From the first line to the last, write out the material exactly.

(Provided material)

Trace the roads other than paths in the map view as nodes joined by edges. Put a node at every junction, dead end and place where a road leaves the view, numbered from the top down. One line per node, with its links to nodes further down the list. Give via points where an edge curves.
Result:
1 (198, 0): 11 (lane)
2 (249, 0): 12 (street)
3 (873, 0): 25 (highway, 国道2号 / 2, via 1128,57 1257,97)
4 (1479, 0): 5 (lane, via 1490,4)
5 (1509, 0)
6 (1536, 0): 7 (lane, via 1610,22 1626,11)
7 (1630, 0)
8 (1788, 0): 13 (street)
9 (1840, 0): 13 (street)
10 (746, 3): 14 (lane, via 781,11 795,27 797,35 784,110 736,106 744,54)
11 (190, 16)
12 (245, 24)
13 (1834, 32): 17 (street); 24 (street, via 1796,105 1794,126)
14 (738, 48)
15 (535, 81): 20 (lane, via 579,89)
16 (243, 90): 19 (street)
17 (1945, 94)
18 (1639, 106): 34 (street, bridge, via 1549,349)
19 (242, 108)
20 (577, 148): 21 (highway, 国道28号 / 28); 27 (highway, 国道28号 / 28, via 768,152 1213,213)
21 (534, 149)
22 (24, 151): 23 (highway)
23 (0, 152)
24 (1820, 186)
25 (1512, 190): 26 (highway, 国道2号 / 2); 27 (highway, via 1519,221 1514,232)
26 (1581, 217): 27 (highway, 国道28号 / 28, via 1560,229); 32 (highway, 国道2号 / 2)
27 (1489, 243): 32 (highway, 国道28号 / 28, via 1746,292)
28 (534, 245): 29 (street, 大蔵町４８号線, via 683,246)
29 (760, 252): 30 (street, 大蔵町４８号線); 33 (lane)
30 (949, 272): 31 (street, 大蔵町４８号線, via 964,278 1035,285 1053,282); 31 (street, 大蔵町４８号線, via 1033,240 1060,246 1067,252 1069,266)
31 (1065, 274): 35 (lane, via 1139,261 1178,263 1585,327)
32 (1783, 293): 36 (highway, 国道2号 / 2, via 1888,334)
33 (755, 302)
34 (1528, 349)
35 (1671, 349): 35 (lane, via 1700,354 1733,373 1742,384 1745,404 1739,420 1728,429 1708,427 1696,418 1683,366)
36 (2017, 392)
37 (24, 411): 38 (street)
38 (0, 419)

(End Provided material)

# [Result of the task]
Trace the roads other than paths in the map view as nodes joined by edges. Put a node at every junction, dead end and place where a road leaves the view, numbered from the top down. One line per node, with its links to nodes further down the list. Give via points where an edge curves.
Result:
1 (198, 0): 11 (lane)
2 (249, 0): 12 (street)
3 (873, 0): 25 (highway, 国道2号 / 2, via 1128,57 1257,97)
4 (1479, 0): 5 (lane, via 1490,4)
5 (1509, 0)
6 (1536, 0): 7 (lane, via 1610,22 1626,11)
7 (1630, 0)
8 (1788, 0): 13 (street)
9 (1840, 0): 13 (street)
10 (746, 3): 14 (lane, via 781,11 795,27 797,35 784,110 736,106 744,54)
11 (190, 16)
12 (245, 24)
13 (1834, 32): 17 (street); 24 (street, via 1796,105 1794,126)
14 (738, 48)
15 (535, 81): 20 (lane, via 579,89)
16 (243, 90): 19 (street)
17 (1945, 94)
18 (1639, 106): 34 (street, bridge, via 1549,349)
19 (242, 108)
20 (577, 148): 21 (highway, 国道28号 / 28); 27 (highway, 国道28号 / 28, via 768,152 1213,213)
21 (534, 149)
22 (24, 151): 23 (highway)
23 (0, 152)
24 (1820, 186)
25 (1512, 190): 26 (highway, 国道2号 / 2); 27 (highway, via 1519,221 1514,232)
26 (1581, 217): 27 (highway, 国道28号 / 28, via 1560,229); 32 (highway, 国道2号 / 2)
27 (1489, 243): 32 (highway, 国道28号 / 28, via 1746,292)
28 (534, 245): 29 (street, 大蔵町４８号線, via 683,246)
29 (760, 252): 30 (street, 大蔵町４８号線); 33 (lane)
30 (949, 272): 31 (street, 大蔵町４８号線, via 964,278 1035,285 1053,282); 31 (street, 大蔵町４８号線, via 1033,240 1060,246 1067,252 1069,266)
31 (1065, 274): 35 (lane, via 1139,261 1178,263 1585,327)
32 (1783, 293): 36 (highway, 国道2号 / 2, via 1888,334)
33 (755, 302)
34 (1528, 349)
35 (1671, 349): 35 (lane, via 1700,354 1733,373 1742,384 1745,404 1739,420 1728,429 1708,427 1696,418 1683,366)
36 (2017, 392)
37 (24, 411): 38 (street)
38 (0, 419)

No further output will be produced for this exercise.